#### Information provided:
# # # #

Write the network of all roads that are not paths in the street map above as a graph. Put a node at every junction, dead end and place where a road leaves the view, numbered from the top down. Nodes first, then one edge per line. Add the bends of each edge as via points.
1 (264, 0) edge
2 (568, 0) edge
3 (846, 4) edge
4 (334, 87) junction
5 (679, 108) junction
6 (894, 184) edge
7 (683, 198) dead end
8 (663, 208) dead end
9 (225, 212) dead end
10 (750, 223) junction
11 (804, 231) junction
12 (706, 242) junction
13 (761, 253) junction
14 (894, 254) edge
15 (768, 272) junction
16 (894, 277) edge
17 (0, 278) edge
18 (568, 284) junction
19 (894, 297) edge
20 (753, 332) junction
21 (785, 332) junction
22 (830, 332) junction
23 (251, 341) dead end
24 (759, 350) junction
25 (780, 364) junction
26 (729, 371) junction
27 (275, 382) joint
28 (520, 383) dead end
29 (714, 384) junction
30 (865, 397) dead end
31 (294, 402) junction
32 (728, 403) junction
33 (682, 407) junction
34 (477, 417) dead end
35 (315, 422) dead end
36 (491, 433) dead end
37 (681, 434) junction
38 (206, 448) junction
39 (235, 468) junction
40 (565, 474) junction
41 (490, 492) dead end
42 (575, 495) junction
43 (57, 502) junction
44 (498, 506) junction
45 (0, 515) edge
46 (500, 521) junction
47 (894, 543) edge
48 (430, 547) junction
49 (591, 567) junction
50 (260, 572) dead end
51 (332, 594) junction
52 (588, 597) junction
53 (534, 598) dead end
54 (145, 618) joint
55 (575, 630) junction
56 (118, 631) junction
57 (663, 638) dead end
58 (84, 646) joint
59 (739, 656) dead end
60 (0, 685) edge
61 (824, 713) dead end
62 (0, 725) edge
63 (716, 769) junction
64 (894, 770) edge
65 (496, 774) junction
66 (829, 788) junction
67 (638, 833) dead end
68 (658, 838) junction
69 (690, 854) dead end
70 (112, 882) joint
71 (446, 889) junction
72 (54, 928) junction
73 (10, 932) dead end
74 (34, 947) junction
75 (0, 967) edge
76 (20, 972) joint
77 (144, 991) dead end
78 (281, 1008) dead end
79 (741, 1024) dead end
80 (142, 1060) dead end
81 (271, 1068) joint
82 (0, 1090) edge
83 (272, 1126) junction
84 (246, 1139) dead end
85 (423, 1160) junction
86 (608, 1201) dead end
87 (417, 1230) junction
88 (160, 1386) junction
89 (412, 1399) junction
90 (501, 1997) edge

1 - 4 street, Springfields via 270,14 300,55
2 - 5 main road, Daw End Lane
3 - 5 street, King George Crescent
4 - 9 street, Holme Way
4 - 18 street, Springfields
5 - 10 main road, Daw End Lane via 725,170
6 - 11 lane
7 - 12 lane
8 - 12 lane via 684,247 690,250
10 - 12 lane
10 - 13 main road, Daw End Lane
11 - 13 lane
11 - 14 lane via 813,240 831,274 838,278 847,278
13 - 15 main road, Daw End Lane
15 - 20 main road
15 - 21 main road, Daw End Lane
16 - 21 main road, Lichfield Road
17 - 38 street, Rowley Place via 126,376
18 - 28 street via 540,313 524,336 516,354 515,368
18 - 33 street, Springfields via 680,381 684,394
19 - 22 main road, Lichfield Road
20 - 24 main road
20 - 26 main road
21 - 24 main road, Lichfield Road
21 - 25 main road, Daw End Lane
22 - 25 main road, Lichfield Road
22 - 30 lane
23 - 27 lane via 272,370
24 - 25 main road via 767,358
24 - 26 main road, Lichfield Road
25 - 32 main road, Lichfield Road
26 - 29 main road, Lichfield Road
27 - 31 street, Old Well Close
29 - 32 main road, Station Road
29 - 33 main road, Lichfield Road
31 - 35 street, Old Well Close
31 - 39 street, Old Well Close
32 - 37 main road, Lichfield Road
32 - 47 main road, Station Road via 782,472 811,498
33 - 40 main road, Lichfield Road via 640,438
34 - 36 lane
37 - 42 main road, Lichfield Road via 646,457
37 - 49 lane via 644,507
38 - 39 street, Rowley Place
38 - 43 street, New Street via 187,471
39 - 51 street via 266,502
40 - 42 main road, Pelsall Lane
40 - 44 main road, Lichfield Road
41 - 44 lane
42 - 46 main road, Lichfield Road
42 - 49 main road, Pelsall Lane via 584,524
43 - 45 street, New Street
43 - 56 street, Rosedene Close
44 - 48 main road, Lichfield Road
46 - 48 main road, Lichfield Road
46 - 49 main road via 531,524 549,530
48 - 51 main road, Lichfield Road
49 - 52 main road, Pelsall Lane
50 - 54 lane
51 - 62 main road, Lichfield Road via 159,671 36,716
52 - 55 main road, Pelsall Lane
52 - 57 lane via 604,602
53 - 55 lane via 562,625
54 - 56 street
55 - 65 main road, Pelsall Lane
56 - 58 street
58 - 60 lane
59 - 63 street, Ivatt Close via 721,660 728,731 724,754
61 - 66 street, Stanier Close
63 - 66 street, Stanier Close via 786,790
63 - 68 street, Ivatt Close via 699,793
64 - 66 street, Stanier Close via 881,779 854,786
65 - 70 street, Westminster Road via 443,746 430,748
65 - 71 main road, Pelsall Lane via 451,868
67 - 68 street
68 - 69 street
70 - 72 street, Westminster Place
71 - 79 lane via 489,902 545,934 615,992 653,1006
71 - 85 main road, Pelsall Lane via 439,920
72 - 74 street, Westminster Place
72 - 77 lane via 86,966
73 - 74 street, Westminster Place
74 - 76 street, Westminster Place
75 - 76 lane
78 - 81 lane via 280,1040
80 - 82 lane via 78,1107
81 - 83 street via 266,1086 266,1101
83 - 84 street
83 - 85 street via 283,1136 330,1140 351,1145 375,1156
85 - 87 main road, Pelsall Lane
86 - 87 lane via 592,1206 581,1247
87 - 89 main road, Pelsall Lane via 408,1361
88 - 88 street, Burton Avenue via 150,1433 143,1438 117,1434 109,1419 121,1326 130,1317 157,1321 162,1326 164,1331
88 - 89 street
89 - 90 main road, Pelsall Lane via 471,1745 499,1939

# # # #

#### Exercise aim:
Please give every entry again, precisely as it appears.

#### Answer box:
Write the network of all roads that are not paths in the street map above as a graph. Put a node at every junction, dead end and place where a road leaves the view, numbered from the top down. Nodes first, then one edge per line. Add the bends of each edge as via points.
1 (264, 0) edge
2 (568, 0) edge
3 (846, 4) edge
4 (334, 87) junction
5 (679, 108) junction
6 (894, 184) edge
7 (683, 198) dead end
8 (663, 208) dead end
9 (225, 212) dead end
10 (750, 223) junction
11 (804, 231) junction
12 (706, 242) junction
13 (761, 253) junction
14 (894, 254) edge
15 (768, 272) junction
16 (894, 277) edge
17 (0, 278) edge
18 (568, 284) junction
19 (894, 297) edge
20 (753, 332) junction
21 (785, 332) junction
22 (830, 332) junction
23 (251, 341) dead end
24 (759, 350) junction
25 (780, 364) junction
26 (729, 371) junction
27 (275, 382) joint
28 (520, 383) dead end
29 (714, 384) junction
30 (865, 397) dead end
31 (294, 402) junction
32 (728, 403) junction
33 (682, 407) junction
34 (477, 417) dead end
35 (315, 422) dead end
36 (491, 433) dead end
37 (681, 434) junction
38 (206, 448) junction
39 (235, 468) junction
40 (565, 474) junction
41 (490, 492) dead end
42 (575, 495) junction
43 (57, 502) junction
44 (498, 506) junction
45 (0, 515) edge
46 (500, 521) junction
47 (894, 543) edge
48 (430, 547) junction
49 (591, 567) junction
50 (260, 572) dead end
51 (332, 594) junction
52 (588, 597) junction
53 (534, 598) dead end
54 (145, 618) joint
55 (575, 630) junction
56 (118, 631) junction
57 (663, 638) dead end
58 (84, 646) joint
59 (739, 656) dead end
60 (0, 685) edge
61 (824, 713) dead end
62 (0, 725) edge
63 (716, 769) junction
64 (894, 770) edge
65 (496, 774) junction
66 (829, 788) junction
67 (638, 833) dead end
68 (658, 838) junction
69 (690, 854) dead end
70 (112, 882) joint
71 (446, 889) junction
72 (54, 928) junction
73 (10, 932) dead end
74 (34, 947) junction
75 (0, 967) edge
76 (20, 972) joint
77 (144, 991) dead end
78 (281, 1008) dead end
79 (741, 1024) dead end
80 (142, 1060) dead end
81 (271, 1068) joint
82 (0, 1090) edge
83 (272, 1126) junction
84 (246, 1139) dead end
85 (423, 1160) junction
86 (608, 1201) dead end
87 (417, 1230) junction
88 (160, 1386) junction
89 (412, 1399) junction
90 (501, 1997) edge

1 - 4 street, Springfields via 270,14 300,55
2 - 5 main road, Daw End Lane
3 - 5 street, King George Crescent
4 - 9 street, Holme Way
4 - 18 street, Springfields
5 - 10 main road, Daw End Lane via 725,170
6 - 11 lane
7 - 12 lane
8 - 12 lane via 684,247 690,250
10 - 12 lane
10 - 13 main road, Daw End Lane
11 - 13 lane
11 - 14 lane via 813,240 831,274 838,278 847,278
13 - 15 main road, Daw End Lane
15 - 20 main road
15 - 21 main road, Daw End Lane
16 - 21 main road, Lichfield Road
17 - 38 street, Rowley Place via 126,376
18 - 28 street via 540,313 524,336 516,354 515,368
18 - 33 street, Springfields via 680,381 684,394
19 - 22 main road, Lichfield Road
20 - 24 main road
20 - 26 main road
21 - 24 main road, Lichfield Road
21 - 25 main road, Daw End Lane
22 - 25 main road, Lichfield Road
22 - 30 lane
23 - 27 lane via 272,370
24 - 25 main road via 767,358
24 - 26 main road, Lichfield Road
25 - 32 main road, Lichfield Road
26 - 29 main road, Lichfield Road
27 - 31 street, Old Well Close
29 - 32 main road, Station Road
29 - 33 main road, Lichfield Road
31 - 35 street, Old Well Close
31 - 39 street, Old Well Close
32 - 37 main road, Lichfield Road
32 - 47 main road, Station Road via 782,472 811,498
33 - 40 main road, Lichfield Road via 640,438
34 - 36 lane
37 - 42 main road, Lichfield Road via 646,457
37 - 49 lane via 644,507
38 - 39 street, Rowley Place
38 - 43 street, New Street via 187,471
39 - 51 street via 266,502
40 - 42 main road, Pelsall Lane
40 - 44 main road, Lichfield Road
41 - 44 lane
42 - 46 main road, Lichfield Road
42 - 49 main road, Pelsall Lane via 584,524
43 - 45 street, New Street
43 - 56 street, Rosedene Close
44 - 48 main road, Lichfield Road
46 - 48 main road, Lichfield Road
46 - 49 main road via 531,524 549,530
48 - 51 main road, Lichfield Road
49 - 52 main road, Pelsall Lane
50 - 54 lane
51 - 62 main road, Lichfield Road via 159,671 36,716
52 - 55 main road, Pelsall Lane
52 - 57 lane via 604,602
53 - 55 lane via 562,625
54 - 56 street
55 - 65 main road, Pelsall Lane
56 - 58 street
58 - 60 lane
59 - 63 street, Ivatt Close via 721,660 728,731 724,754
61 - 66 street, Stanier Close
63 - 66 street, Stanier Close via 786,790
63 - 68 street, Ivatt Close via 699,793
64 - 66 street, Stanier Close via 881,779 854,786
65 - 70 street, Westminster Road via 443,746 430,748
65 - 71 main road, Pelsall Lane via 451,868
67 - 68 street
68 - 69 street
70 - 72 street, Westminster Place
71 - 79 lane via 489,902 545,934 615,992 653,1006
71 - 85 main road, Pelsall Lane via 439,920
72 - 74 street, Westminster Place
72 - 77 lane via 86,966
73 - 74 street, Westminster Place
74 - 76 street, Westminster Place
75 - 76 lane
78 - 81 lane via 280,1040
80 - 82 lane via 78,1107
81 - 83 street via 266,1086 266,1101
83 - 84 street
83 - 85 street via 283,1136 330,1140 351,1145 375,1156
85 - 87 main road, Pelsall Lane
86 - 87 lane via 592,1206 581,1247
87 - 89 main road, Pelsall Lane via 408,1361
88 - 88 street, Burton Avenue via 150,1433 143,1438 117,1434 109,1419 121,1326 130,1317 157,1321 162,1326 164,1331
88 - 89 street
89 - 90 main road, Pelsall Lane via 471,1745 499,1939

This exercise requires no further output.